What you need to do | Could you transcribe the records below exactly, leaving out every picture?
────
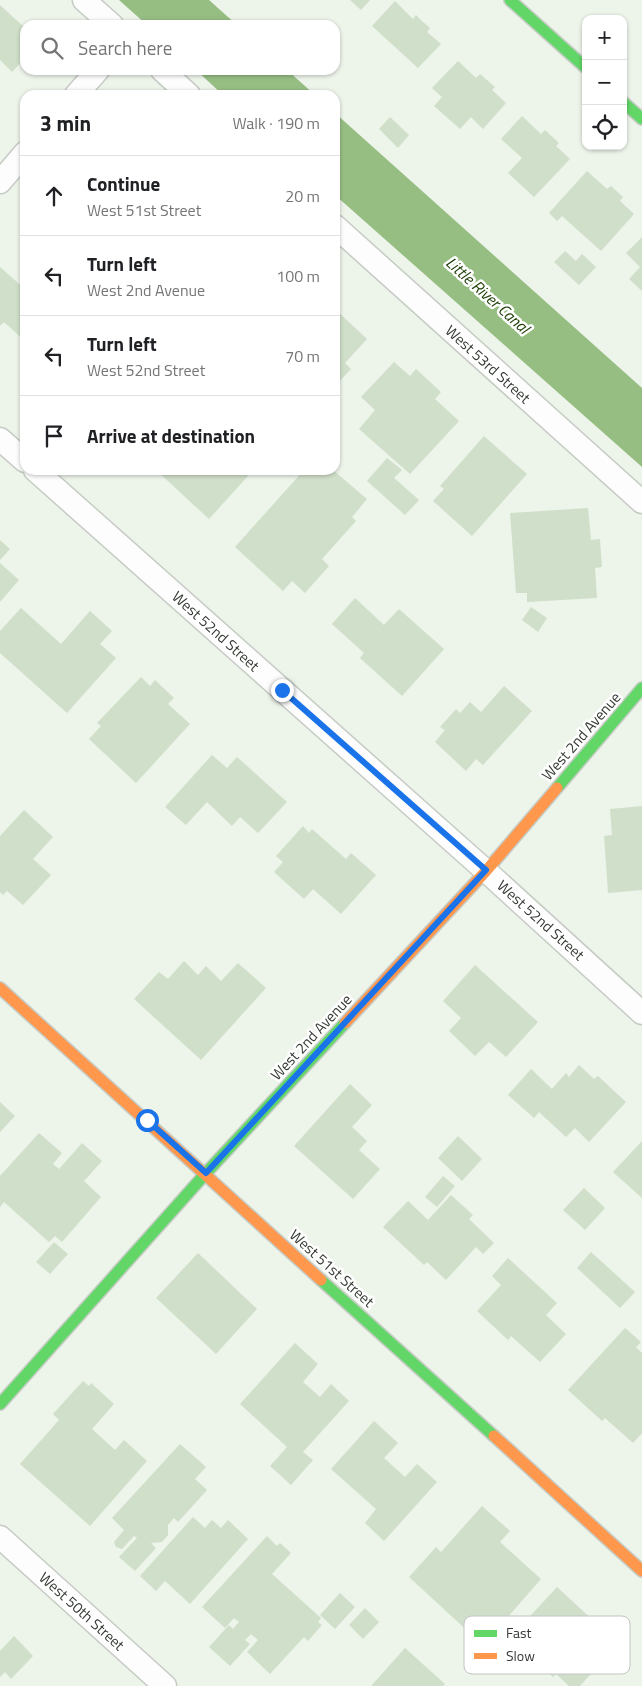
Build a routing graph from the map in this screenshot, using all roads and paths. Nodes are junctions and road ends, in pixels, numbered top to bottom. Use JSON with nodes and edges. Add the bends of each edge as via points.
{"nodes":[{"id":1,"x":84,"y":0,"type":"edge"},
{"id":2,"x":510,"y":0,"type":"edge"},
{"id":3,"x":106,"y":20,"type":"edge"},
{"id":4,"x":582,"y":64,"type":"edge"},
{"id":5,"x":94,"y":75,"type":"edge"},
{"id":6,"x":168,"y":75,"type":"edge"},
{"id":7,"x":80,"y":90,"type":"edge"},
{"id":8,"x":184,"y":90,"type":"edge"},
{"id":9,"x":626,"y":105,"type":"edge"},
{"id":10,"x":642,"y":119,"type":"edge"},
{"id":11,"x":20,"y":159,"type":"edge"},
{"id":12,"x":0,"y":182,"type":"edge"},
{"id":13,"x":340,"y":230,"type":"edge"},
{"id":14,"x":0,"y":439,"type":"edge"},
{"id":15,"x":20,"y":457,"type":"edge"},
{"id":16,"x":41,"y":475,"type":"edge"},
{"id":17,"x":642,"y":502,"type":"edge"},
{"id":18,"x":642,"y":688,"type":"edge"},
{"id":19,"x":486,"y":870,"type":"junction"},
{"id":20,"x":0,"y":988,"type":"edge"},
{"id":21,"x":642,"y":1013,"type":"edge"},
{"id":22,"x":206,"y":1173,"type":"junction"},
{"id":23,"x":0,"y":1404,"type":"edge"},
{"id":24,"x":0,"y":1537,"type":"edge"},
{"id":25,"x":642,"y":1571,"type":"edge"},
{"id":26,"x":165,"y":1686,"type":"edge"}],
"edges":[{"from":1,"to":3,"type":"street"},
{"from":2,"to":4,"type":"street"},
{"from":5,"to":7,"type":"street"},
{"from":6,"to":8,"type":"street"},
{"from":9,"to":10,"type":"street"},
{"from":11,"to":12,"type":"street"},
{"from":13,"to":17,"type":"street","name":"West 53rd Street"},
{"from":14,"to":15,"type":"street"},
{"from":16,"to":19,"type":"street","name":"West 52nd Street"},
{"from":18,"to":19,"type":"street","name":"West 2nd Avenue"},
{"from":19,"to":21,"type":"street","name":"West 52nd Street"},
{"from":19,"to":22,"type":"street","name":"West 2nd Avenue"},
{"from":20,"to":22,"type":"street","name":"West 51st Street"},
{"from":22,"to":23,"type":"street","name":"West 2nd Avenue"},
{"from":22,"to":25,"type":"street","name":"West 51st Street"},
{"from":24,"to":26,"type":"street","name":"West 50th Street"}]}
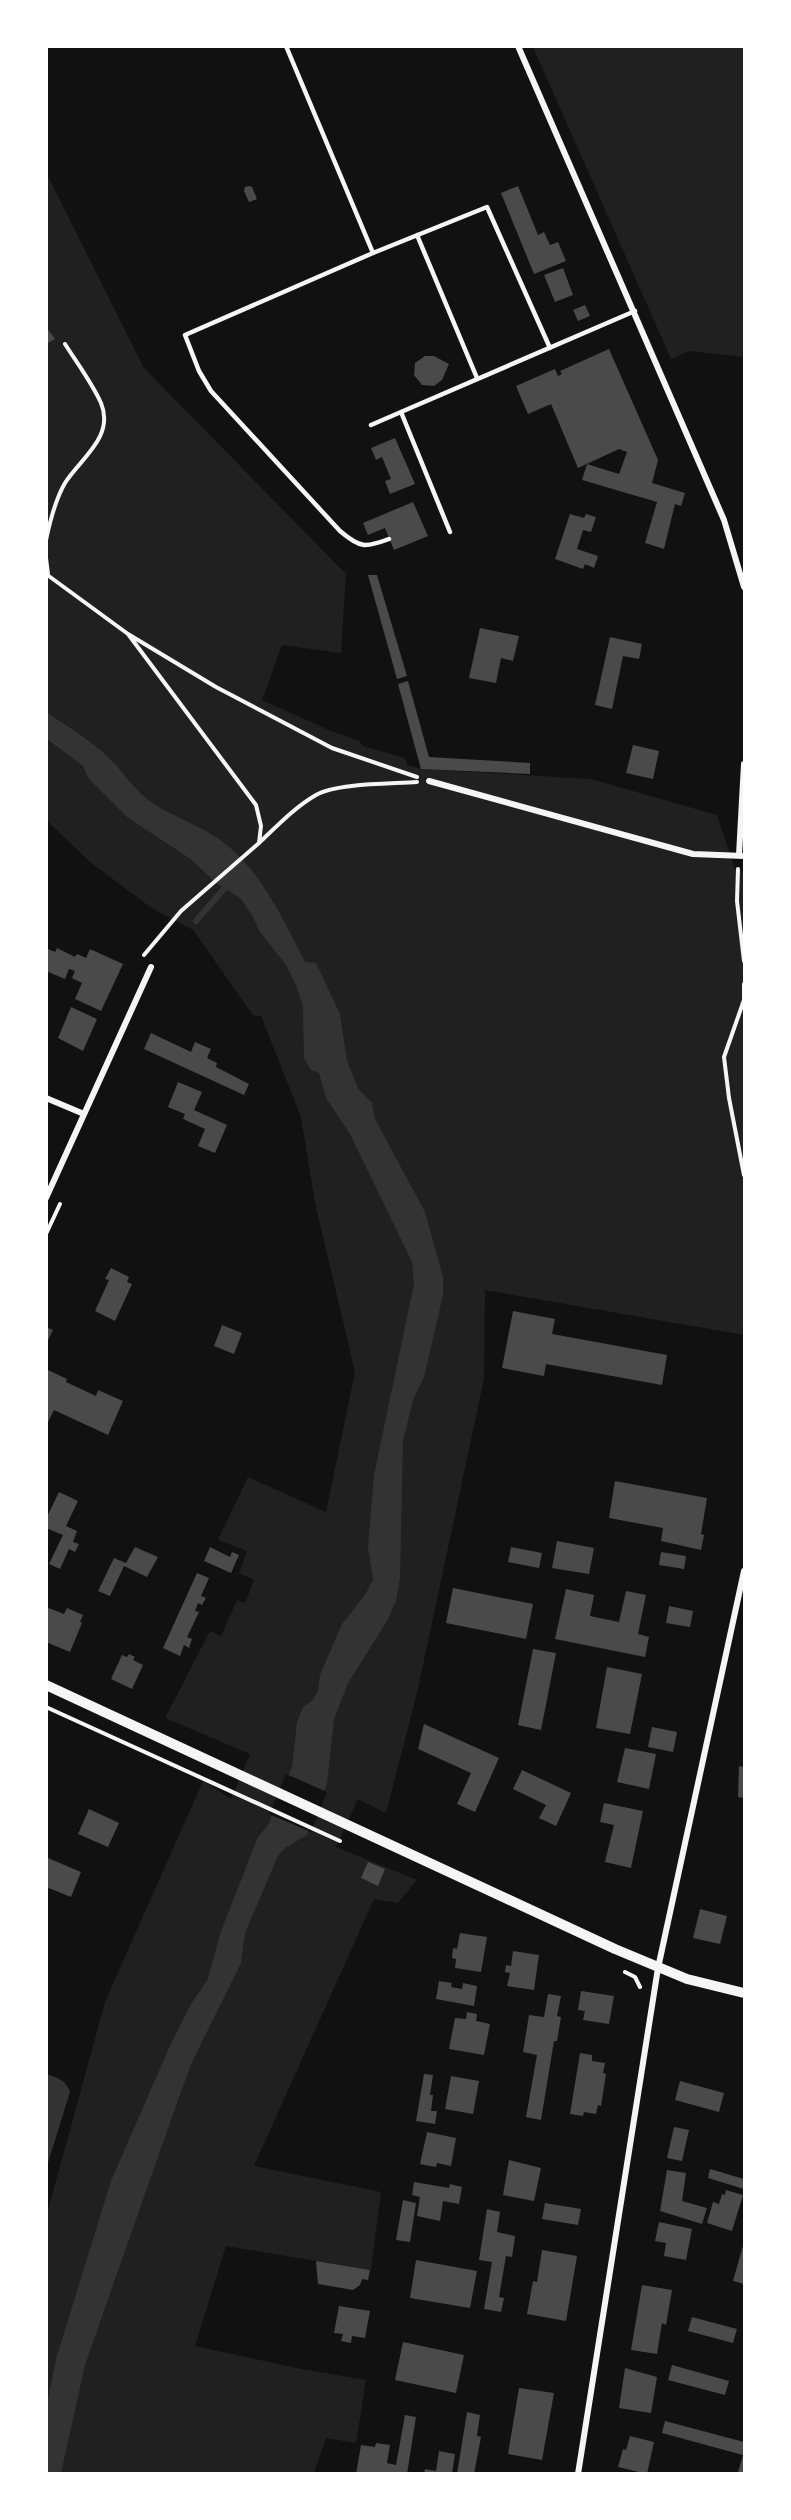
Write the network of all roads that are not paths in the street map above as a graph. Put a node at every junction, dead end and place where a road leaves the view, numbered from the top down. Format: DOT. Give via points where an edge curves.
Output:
graph roads {
  1 [pos="286,46"];
  2 [pos="518,46"];
  3 [pos="417,235"];
  4 [pos="373,253"];
  5 [pos="634,311"];
  6 [pos="550,348"];
  7 [pos="477,378"];
  8 [pos="401,412"];
  9 [pos="371,425"];
  10 [pos="450,532"];
  11 [pos="389,539"];
  12 [pos="744,587"];
  13 [pos="744,764"];
  14 [pos="429,781"];
  15 [pos="742,855"];
  16 [pos="152,967"];
  17 [pos="46,1098"];
  18 [pos="84,1114"];
  19 [pos="46,1198"];
  20 [pos="744,1571"];
  21 [pos="46,1685"];
  22 [pos="658,1968"];
  23 [pos="744,1993"];
  24 [pos="578,2474"];
  1 -- 4 [label="lane"];
  2 -- 5 [label="street"];
  3 -- 4 [label="lane"];
  3 -- 6 [label="lane" via="488,207"];
  3 -- 7 [label="lane"];
  4 -- 11 [label="lane" via="185,335 211,391 340,531 365,546"];
  5 -- 6 [label="lane"];
  5 -- 12 [label="street" via="724,520"];
  6 -- 7 [label="lane"];
  7 -- 8 [label="lane"];
  8 -- 9 [label="lane"];
  8 -- 10 [label="lane"];
  13 -- 15 [label="street"];
  14 -- 15 [label="street" via="693,854"];
  16 -- 18 [label="street"];
  17 -- 18 [label="street"];
  18 -- 19 [label="street"];
  20 -- 22 [label="street"];
  21 -- 22 [label="street"];
  22 -- 23 [label="street"];
  22 -- 24 [label="street"];
}
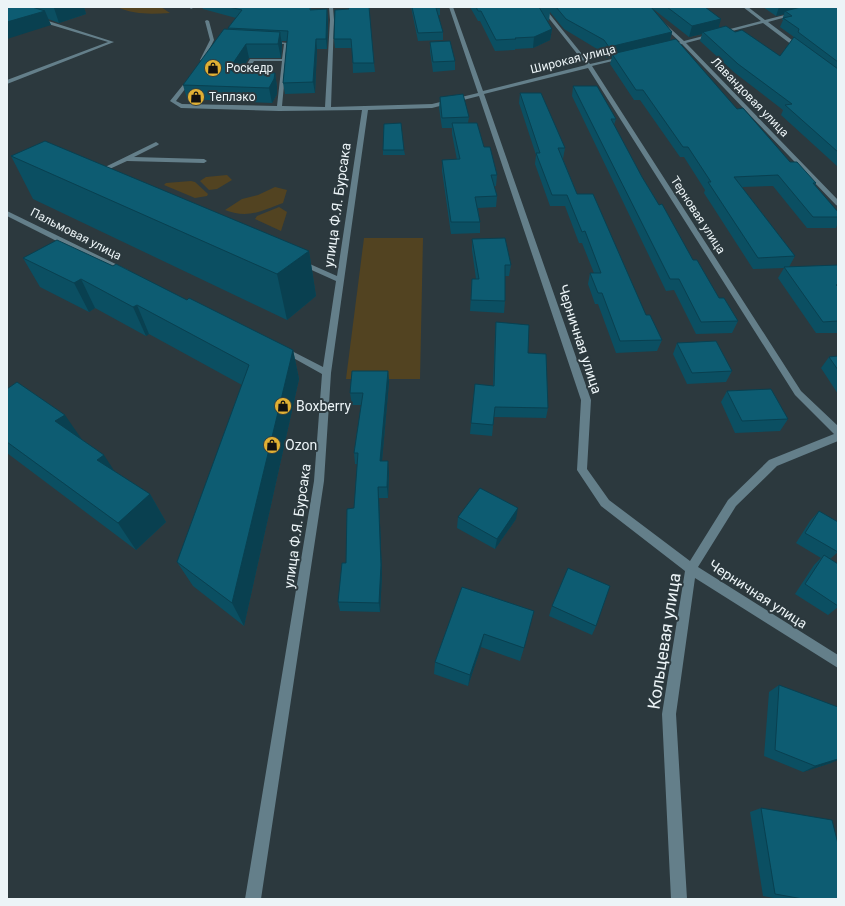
────
Answer for this exercise |
Build a routing graph from the map in this screenshot, using all roads and paths. Nodes are junctions and road ends, in pixels, numbered top to bottom. Use JSON with nodes and edges. Add the bends of each edge as via points.
{"nodes":[{"id":1,"x":84,"y":0,"type":"edge"},
{"id":2,"x":510,"y":0,"type":"edge"},
{"id":3,"x":106,"y":20,"type":"edge"},
{"id":4,"x":582,"y":64,"type":"edge"},
{"id":5,"x":94,"y":75,"type":"edge"},
{"id":6,"x":168,"y":75,"type":"edge"},
{"id":7,"x":80,"y":90,"type":"edge"},
{"id":8,"x":184,"y":90,"type":"edge"},
{"id":9,"x":626,"y":105,"type":"edge"},
{"id":10,"x":642,"y":119,"type":"edge"},
{"id":11,"x":20,"y":159,"type":"edge"},
{"id":12,"x":0,"y":182,"type":"edge"},
{"id":13,"x":340,"y":230,"type":"edge"},
{"id":14,"x":0,"y":439,"type":"edge"},
{"id":15,"x":20,"y":457,"type":"edge"},
{"id":16,"x":41,"y":475,"type":"edge"},
{"id":17,"x":642,"y":502,"type":"edge"},
{"id":18,"x":642,"y":688,"type":"edge"},
{"id":19,"x":486,"y":870,"type":"junction"},
{"id":20,"x":0,"y":988,"type":"edge"},
{"id":21,"x":642,"y":1013,"type":"edge"},
{"id":22,"x":206,"y":1173,"type":"junction"},
{"id":23,"x":0,"y":1404,"type":"edge"},
{"id":24,"x":0,"y":1537,"type":"edge"},
{"id":25,"x":642,"y":1571,"type":"edge"},
{"id":26,"x":165,"y":1686,"type":"edge"}],
"edges":[{"from":1,"to":3,"type":"street"},
{"from":2,"to":4,"type":"street"},
{"from":5,"to":7,"type":"street"},
{"from":6,"to":8,"type":"street"},
{"from":9,"to":10,"type":"street"},
{"from":11,"to":12,"type":"street"},
{"from":13,"to":17,"type":"street","name":"West 53rd Street"},
{"from":14,"to":15,"type":"street"},
{"from":16,"to":19,"type":"street","name":"West 52nd Street"},
{"from":18,"to":19,"type":"street","name":"West 2nd Avenue"},
{"from":19,"to":21,"type":"street","name":"West 52nd Street"},
{"from":19,"to":22,"type":"street","name":"West 2nd Avenue"},
{"from":20,"to":22,"type":"street","name":"West 51st Street"},
{"from":22,"to":23,"type":"street","name":"West 2nd Avenue"},
{"from":22,"to":25,"type":"street","name":"West 51st Street"},
{"from":24,"to":26,"type":"street","name":"West 50th Street"}]}
Write the network of all roads that are not paths in the street map above as a graph. Put a node at every junction, dead end and place where a road leaves the view, numbered from the top down. Format: DOT. Give via points where an edge curves.
Output:
graph roads {
  1 [pos="286,46"];
  2 [pos="518,46"];
  3 [pos="417,235"];
  4 [pos="373,253"];
  5 [pos="634,311"];
  6 [pos="550,348"];
  7 [pos="477,378"];
  8 [pos="401,412"];
  9 [pos="371,425"];
  10 [pos="450,532"];
  11 [pos="389,539"];
  12 [pos="744,587"];
  13 [pos="744,764"];
  14 [pos="429,781"];
  15 [pos="742,855"];
  16 [pos="152,967"];
  17 [pos="46,1098"];
  18 [pos="84,1114"];
  19 [pos="46,1198"];
  20 [pos="744,1571"];
  21 [pos="46,1685"];
  22 [pos="658,1968"];
  23 [pos="744,1993"];
  24 [pos="578,2474"];
  1 -- 4 [label="lane"];
  2 -- 5 [label="street"];
  3 -- 4 [label="lane"];
  3 -- 6 [label="lane" via="488,207"];
  3 -- 7 [label="lane"];
  4 -- 11 [label="lane" via="185,335 211,391 340,531 365,546"];
  5 -- 6 [label="lane"];
  5 -- 12 [label="street" via="724,520"];
  6 -- 7 [label="lane"];
  7 -- 8 [label="lane"];
  8 -- 9 [label="lane"];
  8 -- 10 [label="lane"];
  13 -- 15 [label="street"];
  14 -- 15 [label="street" via="693,854"];
  16 -- 18 [label="street"];
  17 -- 18 [label="street"];
  18 -- 19 [label="street"];
  20 -- 22 [label="street"];
  21 -- 22 [label="street"];
  22 -- 23 [label="street"];
  22 -- 24 [label="street"];
}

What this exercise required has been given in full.